I've prided myself on my ability to fluff until the tree looks ready for lights.  It's a three-step process - fluff, light, decorate.  Now, here goes Mom with this foreign concept.  Is she trying to change who we are?!  I didn't know how to even process it but I was going to support her random absurd crazy decision.  We couldn't find a roadside Christmas tree lot so we drove to Snead's Farm.


It was so pretty!


You can see off in the distance the rows of Christmas trees available for purchase.  Islanders, I wasn't expecting that walk.  I, in my sweater would be quite cold by the time we made it there.  What am I doing? I'd never be this cold if we just pulled the 20+ year old box out and fluff-fluff-fluff!!  None the less, we filed out of the car and prepared for the experience we each had in our minds.


Luckily, we were armed with our Starbucks to keep us cozy as we -- wait.  


What did that guy say?  Am I dreaming?  Is this what people do?  I swear I heard him say three things that were completely foreign to me:

1.  We would have to CUT down our OWN tree.

2.  There are animals roaming free to include, as he described, ANGRY chickens.

3.  There's no bathroom.

UH UH.  I didn't sign-up for this.  What is Mom thinking?  I didn't want to be the negative person in the group so I stepped back toward the car preparing to announce, "I'll wait my too-cute-for-this butt in the car.  Gimme the keys!"

...BUT before the words could leave my lips, Mom said we weren't prepared for this experience.  She proceeded to ask if she could pay MORE to have someone do everything for us.  There was no way around it.
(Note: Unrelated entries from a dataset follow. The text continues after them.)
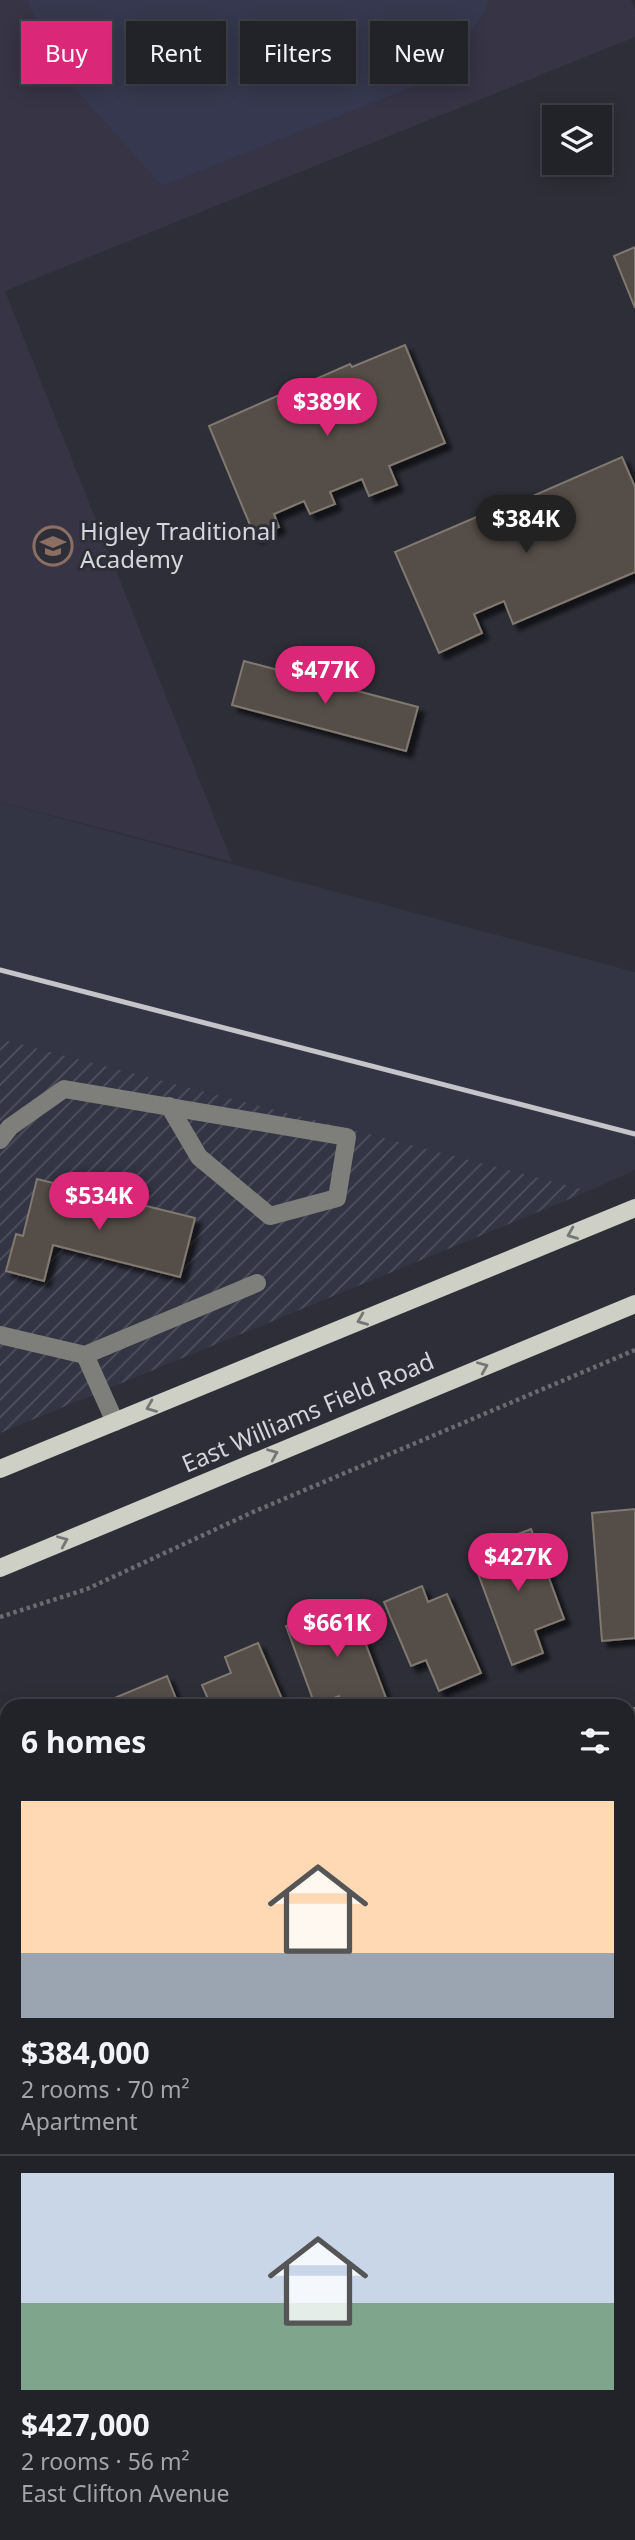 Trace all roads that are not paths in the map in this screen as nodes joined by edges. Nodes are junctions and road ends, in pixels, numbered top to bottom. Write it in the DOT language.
graph roads {
  1 [pos="169,1107"];
  2 [pos="0,1140"];
  3 [pos="635,1208"];
  4 [pos="257,1283"];
  5 [pos="635,1304"];
  6 [pos="0,1335"];
  7 [pos="25,1341"];
  8 [pos="0,1350"];
  9 [pos="85,1355"];
  10 [pos="115,1422"];
  11 [pos="0,1469"];
  12 [pos="0,1568"];
  1 -- 1 [label="street"];
  1 -- 2 [label="street"];
  3 -- 10 [label="main road, one-way"];
  4 -- 9 [label="street"];
  12 -- 5 [label="main road, East Williams Field Road, one-way"];
  6 -- 7 [label="street"];
  7 -- 8 [label="street"];
  7 -- 9 [label="street"];
  9 -- 10 [label="street"];
  10 -- 11 [label="main road"];
}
We had to do the work.  Nahhhhh, angry chickens?  Dragging a tree across the field?  In the cold?!  You know, in my mind, I would have on one of those cute fall-appropriate outfits I've pinned on Pinterest, the Hubbs' muscles, and a red pickup truck to tote the tree home.  



Instead, we had two kids, light or NO jackets and half-empty cups of by-this-time warm coffee.
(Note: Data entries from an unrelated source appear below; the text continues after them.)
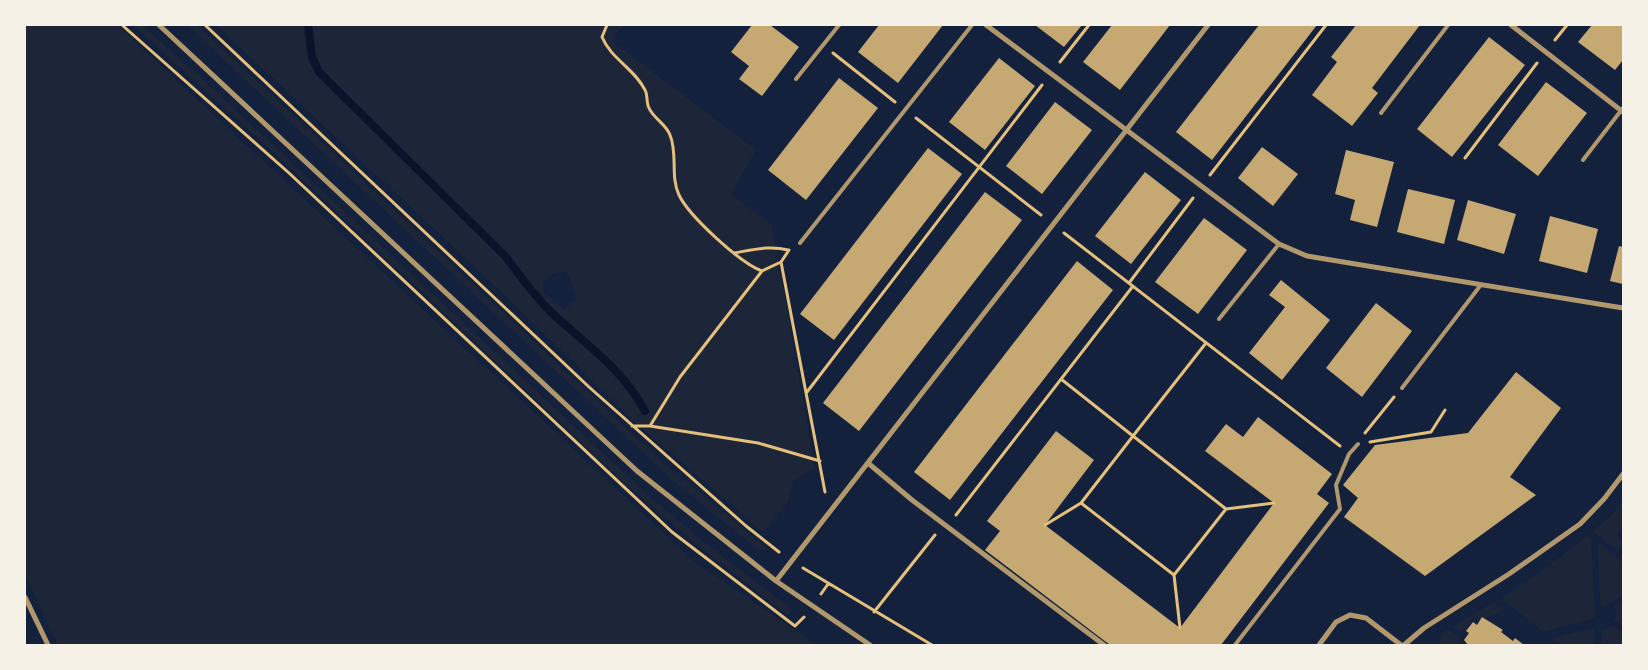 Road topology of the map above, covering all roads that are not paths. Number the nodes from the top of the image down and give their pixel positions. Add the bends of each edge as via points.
1 (159, 25) edge
2 (839, 25) edge
3 (972, 25) edge
4 (986, 25) edge
5 (1208, 25) edge
6 (1448, 25) edge
7 (1511, 25) edge
8 (796, 79) dead end
9 (1622, 110) edge
10 (1381, 113) dead end
11 (1126, 132) junction
12 (1583, 160) dead end
13 (800, 243) road end
14 (1279, 244) junction
15 (1480, 286) junction
16 (1623, 308) edge
17 (1219, 319) dead end
18 (1402, 388) road end
19 (1358, 444) road end
20 (868, 463) junction
21 (1623, 474) edge
22 (776, 581) junction
23 (25, 597) edge
24 (48, 645) edge
25 (870, 645) edge
26 (1104, 645) edge
27 (1235, 645) edge
28 (1319, 645) edge
29 (1403, 645) edge

1 - 22 street via 637,471
2 - 8 lane
3 - 13 lane
4 - 11 street
5 - 11 street
6 - 10 lane
7 - 9 street
9 - 12 lane
11 - 14 street
11 - 20 street
14 - 15 street via 1307,256
14 - 17 lane
15 - 16 street
15 - 18 lane
19 - 27 lane via 1349,454 1336,485 1340,510
20 - 22 street
20 - 26 street
21 - 29 street via 1580,524
22 - 25 street
23 - 24 street
28 - 29 street via 1336,622 1350,615 1366,618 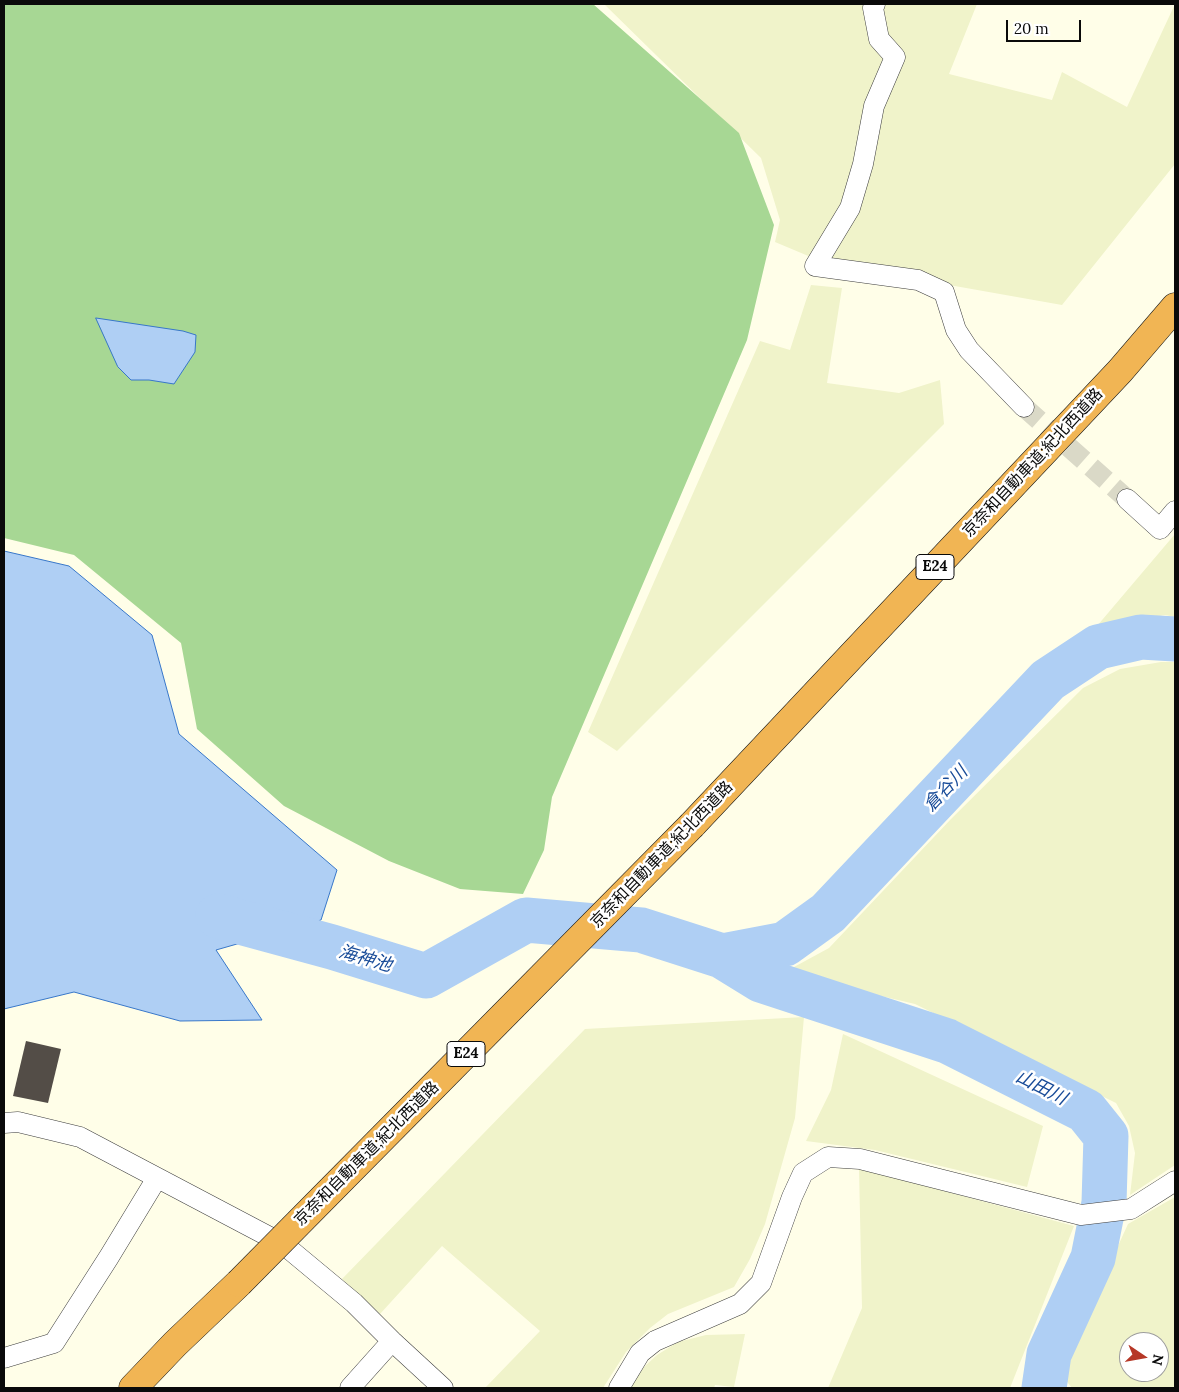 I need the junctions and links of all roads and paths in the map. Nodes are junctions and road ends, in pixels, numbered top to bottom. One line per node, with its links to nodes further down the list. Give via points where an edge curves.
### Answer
1 (875, 4): 3 (street, via 879,39 895,57 874,106 863,164 850,208 816,266 918,280 944,292 956,330 969,350)
2 (1175, 307): 10 (highway, 京奈和自動車道;紀北西道路 / E24, bridge, via 1120,371 692,825)
3 (1024, 407)
4 (1127, 499): 5 (street, via 1160,529)
5 (1175, 511)
6 (4, 1123): 7 (street, via 18,1122 80,1137)
7 (157, 1178): 9 (street, via 283,1244 354,1303); 11 (street, via 54,1343)
8 (1175, 1181): 16 (street, via 1131,1209 1081,1214 860,1160 828,1157 803,1173 761,1282 740,1304 655,1341 640,1352)
9 (392, 1342): 14 (street); 15 (street)
10 (176, 1344): 12 (highway); 13 (highway, 京奈和自動車道;紀北西道路 / E24)
11 (4, 1358)
12 (125, 1388)
13 (133, 1388)
14 (350, 1388)
15 (443, 1388)
16 (619, 1388)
Thank goodness Mom had to pee.  We might've actually tried to stay and *like* saw down a tree.  We hurried to the nearest bathroom and wound up at Goodwill (don't judge. don't ask).  We shopped for about an hour before leaving and spotting a nearby roadside tree lot setting up.  Their sign said they would be open the following day but I, with my powers of persuasion (and my promise of a CASH ONLY purchase) was able to get us a tree!  

We all scattered in search of the perfect one.


The girls weren't LOOKING for the perfect tree.  They were sniffing for the perfect one.  It was a very cute moment watching them sniff out the perfect tree.


They were like cute Christmas tree hunters.



I saw a tall narrow eight-footer.  It didn't seem TOO tall or too fat.  All of the ladies agreed that it was the perfect tree and the littles confirmed it smelled perfect too.



 They hoisted the tree onto the car after shaking away all the loose needles and we did the happy tree dance were off.


I didn't think I'd like Mr. Real Tree but, when his manly Christmas smell filled my parents' home, I was sold.  He is MUCH larger now that he's indoors; it's crazy how nature works when you try to contain it...  I can't wait to see Mom's decorated tree.  I'm sure he'll be perfect!

In other news, our Christmas decor is almost done!  I'll be sharing pics soon!